HR Lessons from the ‘walking backwards’ case

Employers should do everything possible to remove unnecessary workplace risks, following the recent decision to overturn the $370k payout in the ‘walking backwards’ case.

HR Lessons from the ‘walking backwards’ case
The recent verdict by the Queensland Court of Appeal to overturn a decision to award a manager $370k for injuring herself walking backwards has reinforced the employer’s right to give reasonable instructions to employees regarding OH&S issues. 
The payout
Christine Anne Weaver was 49 and working at Endeavour Foundation, a disability services provider, at the time of the injury.
She was providing training to staff to deal with aggressive people and suffered the injury in 2008 when she was demonstrating the “back steps” manoeuvre. The injury to her lower back, tailbone and hips also brought on a major depressive disorder.
The manager sued Endeavour Foundation for negligence, making the case that they did not take reasonable steps to ensure she would be safe from injury.
She argued she was required to perform the manoeuvre too quickly which put her in an unreasonable and risky situation.
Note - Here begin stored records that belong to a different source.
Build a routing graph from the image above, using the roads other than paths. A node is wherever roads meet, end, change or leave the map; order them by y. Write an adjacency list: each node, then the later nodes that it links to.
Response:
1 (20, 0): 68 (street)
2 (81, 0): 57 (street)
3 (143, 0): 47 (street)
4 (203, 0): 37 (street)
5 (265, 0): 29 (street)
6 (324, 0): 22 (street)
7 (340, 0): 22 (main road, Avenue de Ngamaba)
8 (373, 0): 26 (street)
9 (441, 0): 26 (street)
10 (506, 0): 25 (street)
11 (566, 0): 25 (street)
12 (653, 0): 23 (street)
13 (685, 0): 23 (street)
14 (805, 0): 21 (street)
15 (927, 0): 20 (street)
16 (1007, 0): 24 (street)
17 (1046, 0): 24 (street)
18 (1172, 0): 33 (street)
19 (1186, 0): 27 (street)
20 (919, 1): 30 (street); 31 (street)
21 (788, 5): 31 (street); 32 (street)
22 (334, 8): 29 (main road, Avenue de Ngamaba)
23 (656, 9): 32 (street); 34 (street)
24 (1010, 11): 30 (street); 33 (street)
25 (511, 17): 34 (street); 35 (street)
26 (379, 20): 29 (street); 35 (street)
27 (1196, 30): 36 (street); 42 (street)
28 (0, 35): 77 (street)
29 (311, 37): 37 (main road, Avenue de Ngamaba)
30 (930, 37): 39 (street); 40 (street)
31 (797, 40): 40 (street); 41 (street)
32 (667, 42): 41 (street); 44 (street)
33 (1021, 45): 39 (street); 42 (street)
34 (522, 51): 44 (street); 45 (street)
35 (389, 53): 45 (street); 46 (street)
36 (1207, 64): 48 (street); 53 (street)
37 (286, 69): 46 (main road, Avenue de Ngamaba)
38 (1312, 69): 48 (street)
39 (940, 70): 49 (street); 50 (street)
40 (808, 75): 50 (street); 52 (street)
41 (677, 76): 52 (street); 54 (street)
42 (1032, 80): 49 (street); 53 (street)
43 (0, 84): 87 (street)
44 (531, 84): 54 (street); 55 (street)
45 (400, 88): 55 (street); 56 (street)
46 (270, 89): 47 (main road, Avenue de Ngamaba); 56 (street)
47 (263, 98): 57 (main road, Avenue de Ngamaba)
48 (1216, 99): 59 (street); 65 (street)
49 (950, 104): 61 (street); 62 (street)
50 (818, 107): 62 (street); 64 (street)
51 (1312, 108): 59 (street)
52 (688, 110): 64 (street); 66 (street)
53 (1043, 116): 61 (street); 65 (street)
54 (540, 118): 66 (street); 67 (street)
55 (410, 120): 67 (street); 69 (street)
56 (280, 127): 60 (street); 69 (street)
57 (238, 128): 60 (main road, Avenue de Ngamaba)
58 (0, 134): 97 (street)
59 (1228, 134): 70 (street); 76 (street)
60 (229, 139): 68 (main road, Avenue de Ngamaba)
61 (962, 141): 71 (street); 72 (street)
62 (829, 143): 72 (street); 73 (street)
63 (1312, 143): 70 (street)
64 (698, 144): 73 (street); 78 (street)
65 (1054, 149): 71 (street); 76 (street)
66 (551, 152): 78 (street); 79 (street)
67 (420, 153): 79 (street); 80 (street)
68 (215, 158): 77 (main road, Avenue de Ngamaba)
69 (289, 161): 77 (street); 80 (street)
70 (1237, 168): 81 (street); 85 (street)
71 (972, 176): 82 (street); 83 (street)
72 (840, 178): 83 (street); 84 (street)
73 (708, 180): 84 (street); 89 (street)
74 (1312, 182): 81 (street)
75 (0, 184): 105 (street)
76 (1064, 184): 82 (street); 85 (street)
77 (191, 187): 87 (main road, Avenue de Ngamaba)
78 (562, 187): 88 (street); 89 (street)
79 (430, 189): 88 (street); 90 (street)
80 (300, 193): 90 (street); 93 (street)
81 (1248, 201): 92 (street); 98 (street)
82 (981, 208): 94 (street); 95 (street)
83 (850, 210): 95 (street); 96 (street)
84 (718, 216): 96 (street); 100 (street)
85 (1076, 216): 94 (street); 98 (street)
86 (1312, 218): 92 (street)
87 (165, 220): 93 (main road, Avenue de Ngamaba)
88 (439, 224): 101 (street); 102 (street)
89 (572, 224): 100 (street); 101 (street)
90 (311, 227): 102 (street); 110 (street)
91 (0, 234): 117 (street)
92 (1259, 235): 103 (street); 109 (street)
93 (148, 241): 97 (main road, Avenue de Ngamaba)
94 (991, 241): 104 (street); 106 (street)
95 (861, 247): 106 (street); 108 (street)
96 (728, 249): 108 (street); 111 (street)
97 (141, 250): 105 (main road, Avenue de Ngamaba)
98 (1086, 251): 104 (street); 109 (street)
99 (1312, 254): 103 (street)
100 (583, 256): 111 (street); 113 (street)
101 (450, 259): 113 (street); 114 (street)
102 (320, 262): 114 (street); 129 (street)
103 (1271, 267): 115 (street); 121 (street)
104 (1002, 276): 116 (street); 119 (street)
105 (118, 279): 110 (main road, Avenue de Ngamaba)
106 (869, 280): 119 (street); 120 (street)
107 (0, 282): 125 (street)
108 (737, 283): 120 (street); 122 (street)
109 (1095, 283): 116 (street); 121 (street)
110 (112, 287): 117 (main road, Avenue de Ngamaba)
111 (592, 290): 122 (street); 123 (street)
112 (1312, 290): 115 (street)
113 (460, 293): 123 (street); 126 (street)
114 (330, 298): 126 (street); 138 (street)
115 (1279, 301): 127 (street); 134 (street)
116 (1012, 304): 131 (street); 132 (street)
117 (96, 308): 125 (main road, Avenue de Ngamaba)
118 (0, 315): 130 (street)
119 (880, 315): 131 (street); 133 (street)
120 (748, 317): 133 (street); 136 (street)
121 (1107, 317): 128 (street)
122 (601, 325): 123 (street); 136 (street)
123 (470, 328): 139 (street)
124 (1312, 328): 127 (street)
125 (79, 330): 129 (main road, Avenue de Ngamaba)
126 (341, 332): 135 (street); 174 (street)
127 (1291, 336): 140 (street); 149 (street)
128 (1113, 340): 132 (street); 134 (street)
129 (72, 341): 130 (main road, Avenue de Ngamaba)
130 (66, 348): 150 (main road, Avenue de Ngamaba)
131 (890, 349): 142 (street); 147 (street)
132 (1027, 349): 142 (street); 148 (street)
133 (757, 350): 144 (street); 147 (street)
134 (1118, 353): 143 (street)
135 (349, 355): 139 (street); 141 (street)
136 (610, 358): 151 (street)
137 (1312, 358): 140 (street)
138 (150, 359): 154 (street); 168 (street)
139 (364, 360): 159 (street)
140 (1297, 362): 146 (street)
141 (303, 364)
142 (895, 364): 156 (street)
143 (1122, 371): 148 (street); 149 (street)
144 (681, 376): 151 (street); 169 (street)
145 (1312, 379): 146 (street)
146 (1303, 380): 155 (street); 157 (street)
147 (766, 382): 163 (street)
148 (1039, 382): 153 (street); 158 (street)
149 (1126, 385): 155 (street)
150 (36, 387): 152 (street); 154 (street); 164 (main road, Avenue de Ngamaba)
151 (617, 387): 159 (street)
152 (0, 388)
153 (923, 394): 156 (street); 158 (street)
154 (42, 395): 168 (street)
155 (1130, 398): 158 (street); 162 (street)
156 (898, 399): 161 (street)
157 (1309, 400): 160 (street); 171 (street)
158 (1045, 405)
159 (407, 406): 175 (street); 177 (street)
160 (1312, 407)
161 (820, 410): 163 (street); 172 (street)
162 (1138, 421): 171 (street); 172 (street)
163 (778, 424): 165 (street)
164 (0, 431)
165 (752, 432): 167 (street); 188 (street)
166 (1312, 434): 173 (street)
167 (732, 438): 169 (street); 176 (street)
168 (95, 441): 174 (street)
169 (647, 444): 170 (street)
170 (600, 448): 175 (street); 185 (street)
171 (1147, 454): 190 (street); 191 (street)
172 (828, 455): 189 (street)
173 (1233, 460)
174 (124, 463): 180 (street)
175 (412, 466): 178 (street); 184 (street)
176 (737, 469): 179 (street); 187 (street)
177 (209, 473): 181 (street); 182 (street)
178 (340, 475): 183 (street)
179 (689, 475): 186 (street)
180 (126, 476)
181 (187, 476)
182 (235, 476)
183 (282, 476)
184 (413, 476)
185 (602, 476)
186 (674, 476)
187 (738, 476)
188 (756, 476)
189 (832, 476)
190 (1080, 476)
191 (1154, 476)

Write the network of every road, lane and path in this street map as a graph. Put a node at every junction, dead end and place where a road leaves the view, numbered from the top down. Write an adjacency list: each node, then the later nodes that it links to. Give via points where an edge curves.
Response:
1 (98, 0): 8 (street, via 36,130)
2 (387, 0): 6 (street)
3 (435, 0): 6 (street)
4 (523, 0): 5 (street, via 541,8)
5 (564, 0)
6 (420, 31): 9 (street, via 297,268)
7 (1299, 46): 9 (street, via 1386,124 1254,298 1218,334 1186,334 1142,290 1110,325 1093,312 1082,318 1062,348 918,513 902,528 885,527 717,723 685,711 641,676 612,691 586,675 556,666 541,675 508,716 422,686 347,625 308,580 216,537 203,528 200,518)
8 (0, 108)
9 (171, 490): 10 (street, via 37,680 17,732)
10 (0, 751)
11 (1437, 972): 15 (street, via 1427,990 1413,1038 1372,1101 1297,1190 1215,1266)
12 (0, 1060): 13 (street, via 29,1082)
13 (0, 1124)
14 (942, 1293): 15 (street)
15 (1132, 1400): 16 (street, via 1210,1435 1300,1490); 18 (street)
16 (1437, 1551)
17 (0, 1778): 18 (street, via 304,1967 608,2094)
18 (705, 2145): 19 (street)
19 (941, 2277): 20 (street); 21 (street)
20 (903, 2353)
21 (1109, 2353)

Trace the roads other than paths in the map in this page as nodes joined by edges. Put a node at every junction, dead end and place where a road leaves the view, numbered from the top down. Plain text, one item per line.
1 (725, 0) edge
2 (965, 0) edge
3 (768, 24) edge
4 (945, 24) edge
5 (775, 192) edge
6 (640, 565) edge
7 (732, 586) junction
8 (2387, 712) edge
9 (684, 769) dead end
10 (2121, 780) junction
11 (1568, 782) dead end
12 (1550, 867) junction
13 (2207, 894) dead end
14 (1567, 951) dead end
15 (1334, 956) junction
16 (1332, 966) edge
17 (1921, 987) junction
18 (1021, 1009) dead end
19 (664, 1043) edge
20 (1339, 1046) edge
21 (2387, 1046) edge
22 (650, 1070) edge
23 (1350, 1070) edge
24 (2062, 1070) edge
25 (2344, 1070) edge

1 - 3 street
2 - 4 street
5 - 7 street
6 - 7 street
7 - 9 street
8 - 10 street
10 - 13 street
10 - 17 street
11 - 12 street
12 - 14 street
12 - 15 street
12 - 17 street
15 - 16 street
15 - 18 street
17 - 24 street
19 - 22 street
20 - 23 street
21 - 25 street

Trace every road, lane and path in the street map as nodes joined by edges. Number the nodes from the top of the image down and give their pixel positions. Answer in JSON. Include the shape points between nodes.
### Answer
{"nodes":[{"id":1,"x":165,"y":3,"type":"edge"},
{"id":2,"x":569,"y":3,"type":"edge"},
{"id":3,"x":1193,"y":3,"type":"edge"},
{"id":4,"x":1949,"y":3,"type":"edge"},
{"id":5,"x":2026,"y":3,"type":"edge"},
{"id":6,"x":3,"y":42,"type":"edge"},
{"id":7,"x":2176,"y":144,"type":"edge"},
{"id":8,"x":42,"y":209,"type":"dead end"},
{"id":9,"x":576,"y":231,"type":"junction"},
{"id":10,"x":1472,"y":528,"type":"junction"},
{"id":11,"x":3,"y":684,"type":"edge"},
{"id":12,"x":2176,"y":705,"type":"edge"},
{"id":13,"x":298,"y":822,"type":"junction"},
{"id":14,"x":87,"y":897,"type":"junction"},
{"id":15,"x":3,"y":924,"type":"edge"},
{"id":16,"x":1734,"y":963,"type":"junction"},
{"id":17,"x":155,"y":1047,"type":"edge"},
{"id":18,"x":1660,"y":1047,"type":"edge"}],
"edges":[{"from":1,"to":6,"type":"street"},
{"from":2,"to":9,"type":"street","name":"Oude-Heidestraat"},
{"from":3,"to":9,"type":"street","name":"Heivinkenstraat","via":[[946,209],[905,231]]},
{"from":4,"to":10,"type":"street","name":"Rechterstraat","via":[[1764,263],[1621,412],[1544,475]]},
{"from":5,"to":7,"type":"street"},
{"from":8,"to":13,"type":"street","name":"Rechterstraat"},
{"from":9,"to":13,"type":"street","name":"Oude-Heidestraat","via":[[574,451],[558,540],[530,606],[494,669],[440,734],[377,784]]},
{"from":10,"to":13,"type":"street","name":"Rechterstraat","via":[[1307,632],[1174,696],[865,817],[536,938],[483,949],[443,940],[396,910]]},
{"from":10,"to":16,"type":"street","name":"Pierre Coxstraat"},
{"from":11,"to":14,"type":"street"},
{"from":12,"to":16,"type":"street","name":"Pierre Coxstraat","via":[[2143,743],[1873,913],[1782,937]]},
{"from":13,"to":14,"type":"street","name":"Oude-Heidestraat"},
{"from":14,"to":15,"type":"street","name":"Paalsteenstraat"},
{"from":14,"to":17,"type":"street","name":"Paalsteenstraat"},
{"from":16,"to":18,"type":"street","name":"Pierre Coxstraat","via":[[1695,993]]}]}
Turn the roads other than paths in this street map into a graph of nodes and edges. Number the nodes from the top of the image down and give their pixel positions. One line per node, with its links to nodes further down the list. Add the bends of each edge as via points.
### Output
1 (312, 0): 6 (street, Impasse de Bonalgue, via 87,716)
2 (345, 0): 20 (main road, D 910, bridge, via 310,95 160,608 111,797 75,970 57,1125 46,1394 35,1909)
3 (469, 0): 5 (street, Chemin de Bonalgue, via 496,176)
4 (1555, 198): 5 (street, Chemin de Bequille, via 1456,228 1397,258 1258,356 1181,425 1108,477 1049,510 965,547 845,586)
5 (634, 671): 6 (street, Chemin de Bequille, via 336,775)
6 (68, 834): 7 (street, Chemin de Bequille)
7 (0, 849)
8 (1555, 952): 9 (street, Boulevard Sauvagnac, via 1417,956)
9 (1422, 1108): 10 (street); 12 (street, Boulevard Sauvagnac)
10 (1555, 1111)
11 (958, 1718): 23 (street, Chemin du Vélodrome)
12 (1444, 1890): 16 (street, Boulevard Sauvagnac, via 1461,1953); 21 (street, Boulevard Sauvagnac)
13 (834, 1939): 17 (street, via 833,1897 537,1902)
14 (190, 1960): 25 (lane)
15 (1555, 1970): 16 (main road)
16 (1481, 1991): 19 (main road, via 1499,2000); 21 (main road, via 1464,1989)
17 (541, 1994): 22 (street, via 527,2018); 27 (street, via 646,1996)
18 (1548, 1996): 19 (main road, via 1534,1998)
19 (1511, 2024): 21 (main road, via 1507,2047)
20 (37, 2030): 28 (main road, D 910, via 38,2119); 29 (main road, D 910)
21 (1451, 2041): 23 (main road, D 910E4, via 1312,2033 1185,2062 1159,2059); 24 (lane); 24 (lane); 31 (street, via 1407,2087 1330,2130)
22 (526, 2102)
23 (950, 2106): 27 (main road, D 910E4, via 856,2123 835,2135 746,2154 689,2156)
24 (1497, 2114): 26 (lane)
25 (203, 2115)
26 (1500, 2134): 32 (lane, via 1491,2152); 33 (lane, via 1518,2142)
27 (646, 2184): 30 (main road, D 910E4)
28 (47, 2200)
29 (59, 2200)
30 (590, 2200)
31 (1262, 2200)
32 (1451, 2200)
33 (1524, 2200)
The Supreme Court of Queensland found in her favour and awarded her $369,000.
Endeavour Foundation breached its duty of care by “directing a middle-aged … overweight lady to walk backwards on the balls of her feet while keeping her attention directed not where she was going but to the ‘aggressor’ in front of her,” said Justice McMeekin.
The appeal
However, Endeavour Foundation appealed to the Queensland Court of Appeal and claimed that the manual did not say to “move quickly” in absolute terms.
They said the direction provided was to move more quickly as you become more practiced and then to move “as quickly as possible”.
The $369,000 damages claim was overturned, as Justice Holmes found in favour of the Endeavour Foundation.
“In this instance, the instruction to move as quickly as possible was a reasonable one,” said Holmes.
Key HR Takeaways
  • Be meticulous in finding and eliminating any threats to the health and safety of employees.
  • Follow the rule that it’s better to be too cautious than not cautious enough. The costs associated with payouts can be huge. Had Endeavour Foundation not appealed they would have lost hundreds of thousands of dollars.
  • Verify training programs have specific and detailed instructions which don’t put employees at risk of injuring themselves. Avoid anything that could be considered ambiguous.    
  • Make sure employees who are teaching training programs which involve physical activity have the appropriate fitness to do so.